I stood on wobbly legs, gathered my few belongings and pushed that desk and attached chair just as fast as I could under her withering gaze. I may have had to tolerate sheer terror for the couple of minutes it took me to move, but once I was out of there and back with kids I at least recognized, I breathed a huge sigh of relief and settled down.

Perhaps the most important face I saw was my good friend Wendy. Wendy’s parents always bought her the latest Nancy Drew books and Wendy was really cool about lending them to me. I’d learned that I no longer could try to hang on to them, to “keep them safe from Wendy since she didn’t take care of them,” so things were fine.

Now that I was settled in my second classroom of the year, there were other challenges to face: the hot school lunches that were delivered half warm and mostly soggy, the girl’s bathroom down in the basement and gym classes in our regular classroom with our desks pushed to the side. I’m sure these things existed in Grade 4 at the same school, but they are magnified in my mind as much more serious issues in Grade 5.  Those trips to “the basement” were scary! We always had to have a buddy go with us, but it was still the place where a fraidy-cat like me would be threatened with a good beating up by the tough girls!

As time went by they did have us switch teachers for different lessons during the day, and I was placed with Mrs. Luoma for math. She was horrified when she found out that I had come out of fourth grade without having an inkling of how to do long division. Whoops. I guess that back in Mr. O’Shea’s class I was so involved with Roman numerals that long division somehow passed right by me. In the end, I grew to have great respect for Mrs. Luoma and she patiently taught me long division so I could catch up with the rest of the class.

Fifth grade also heralded the birth of my interest in newspaper writing. Oh sure, when Mom wrote “Getting Personal” for The Danvers Herald years before, I’d tagged along to the office while she wrote her columns. I’d offered pointers and suggestions and helped correct misspellings typos, but this time I had a mission. The energy crisis was upon us and I’d seen all the lights on at the Liberty Tree Mall an hour past their closing time.

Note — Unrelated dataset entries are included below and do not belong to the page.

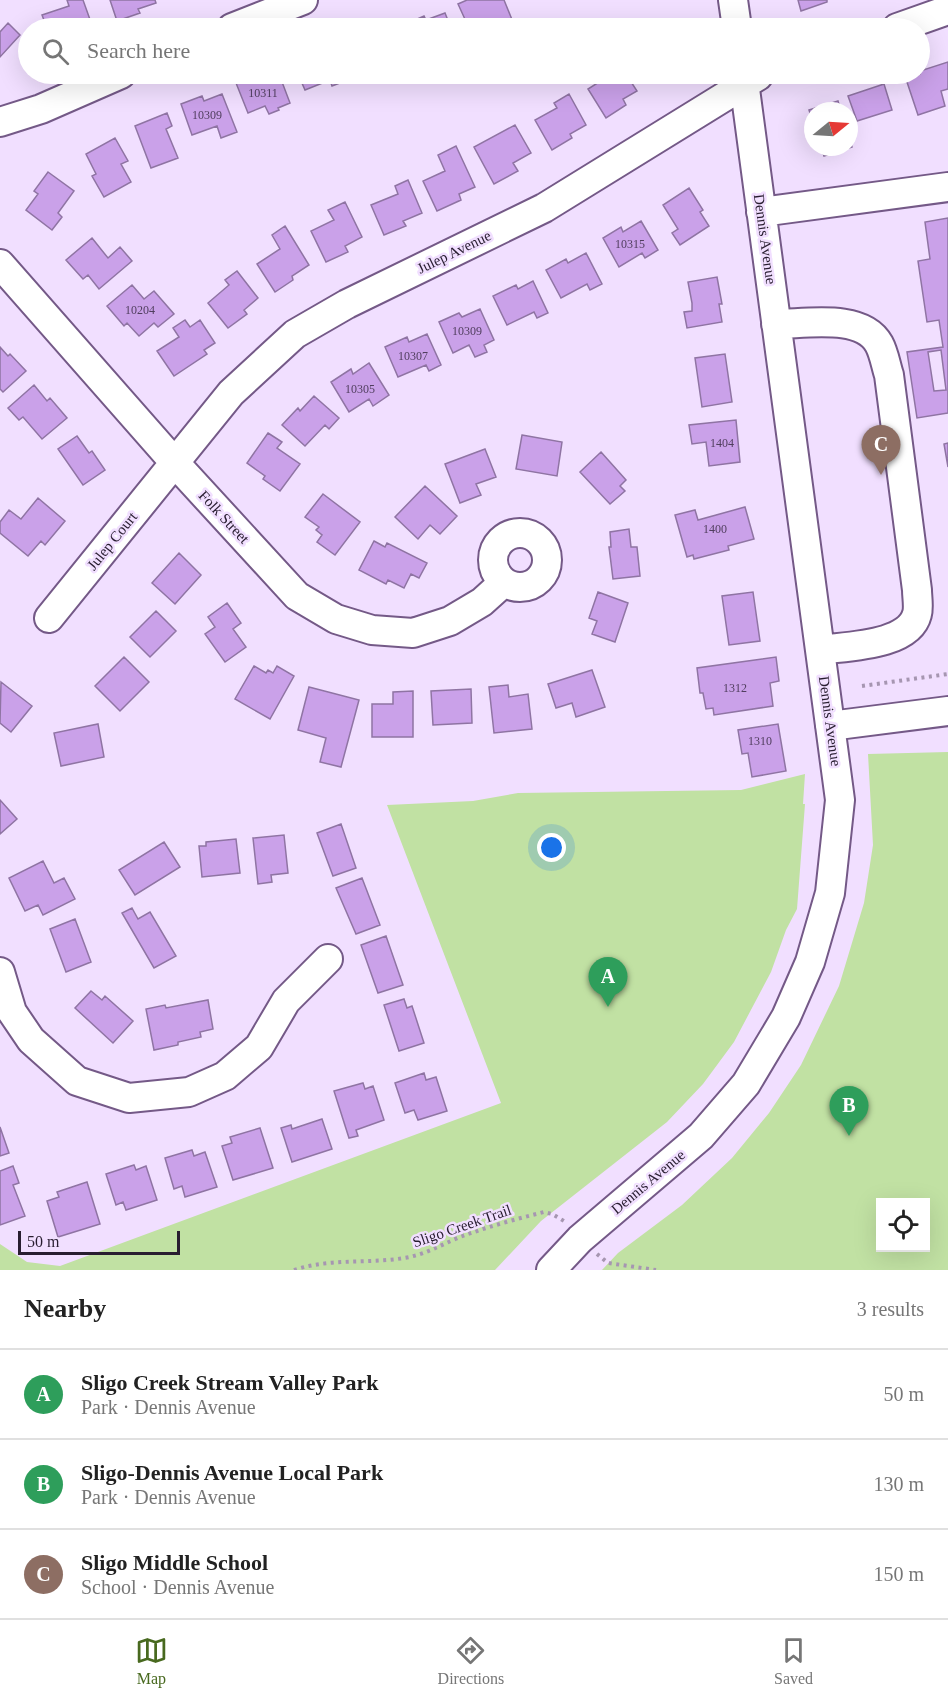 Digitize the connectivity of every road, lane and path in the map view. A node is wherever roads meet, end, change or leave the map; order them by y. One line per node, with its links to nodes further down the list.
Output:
1 (303, 0): 4 (street)
2 (734, 0): 5 (street)
3 (948, 10): 6 (street)
4 (257, 18)
5 (736, 18)
6 (925, 18)
7 (98, 84): 10 (street)
8 (739, 84): 17 (street, Julep Avenue)
9 (751, 84): 14 (street, Dennis Avenue)
10 (41, 109): 11 (street); 12 (street)
11 (0, 122)
12 (0, 141)
13 (948, 187): 14 (street)
14 (761, 212): 16 (street, Dennis Avenue)
15 (0, 264): 17 (street, Folk Street)
16 (776, 324): 20 (street, Dennis Avenue); 20 (street)
17 (175, 463): 18 (street, Folk Street); 19 (street, Julep Court)
18 (504, 582)
19 (49, 618)
20 (820, 650): 24 (street, Dennis Avenue)
21 (948, 674): 22 (path)
22 (861, 686)
23 (948, 711): 24 (street)
24 (830, 726): 30 (street, Dennis Avenue)
25 (328, 959): 26 (street)
26 (0, 972)
27 (565, 1222): 29 (path, Sligo Creek Trail)
28 (600, 1257): 31 (path)
29 (294, 1270)
30 (551, 1270)
31 (656, 1270)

I’m not sure why my parents and I were out and about at 11 p.m., but we were. My first published letter to the editor (also The Danvers Herald, but Mom no longer worked there), plainly states that it was after eleven. I still have the original copy, saved in my school days journal.

One final note about fifth grade: our quarterly report cards consisted of a single piece of paper, broken down into numerous categories. Of the three choices: “Almost Always,” “Frequently” and “Seldom” from which the teachers could use to rate us in said categories, I achieved “Almost Always,” well, almost always. Which leads me to the question: what in tarnation was I up to the rest of the time?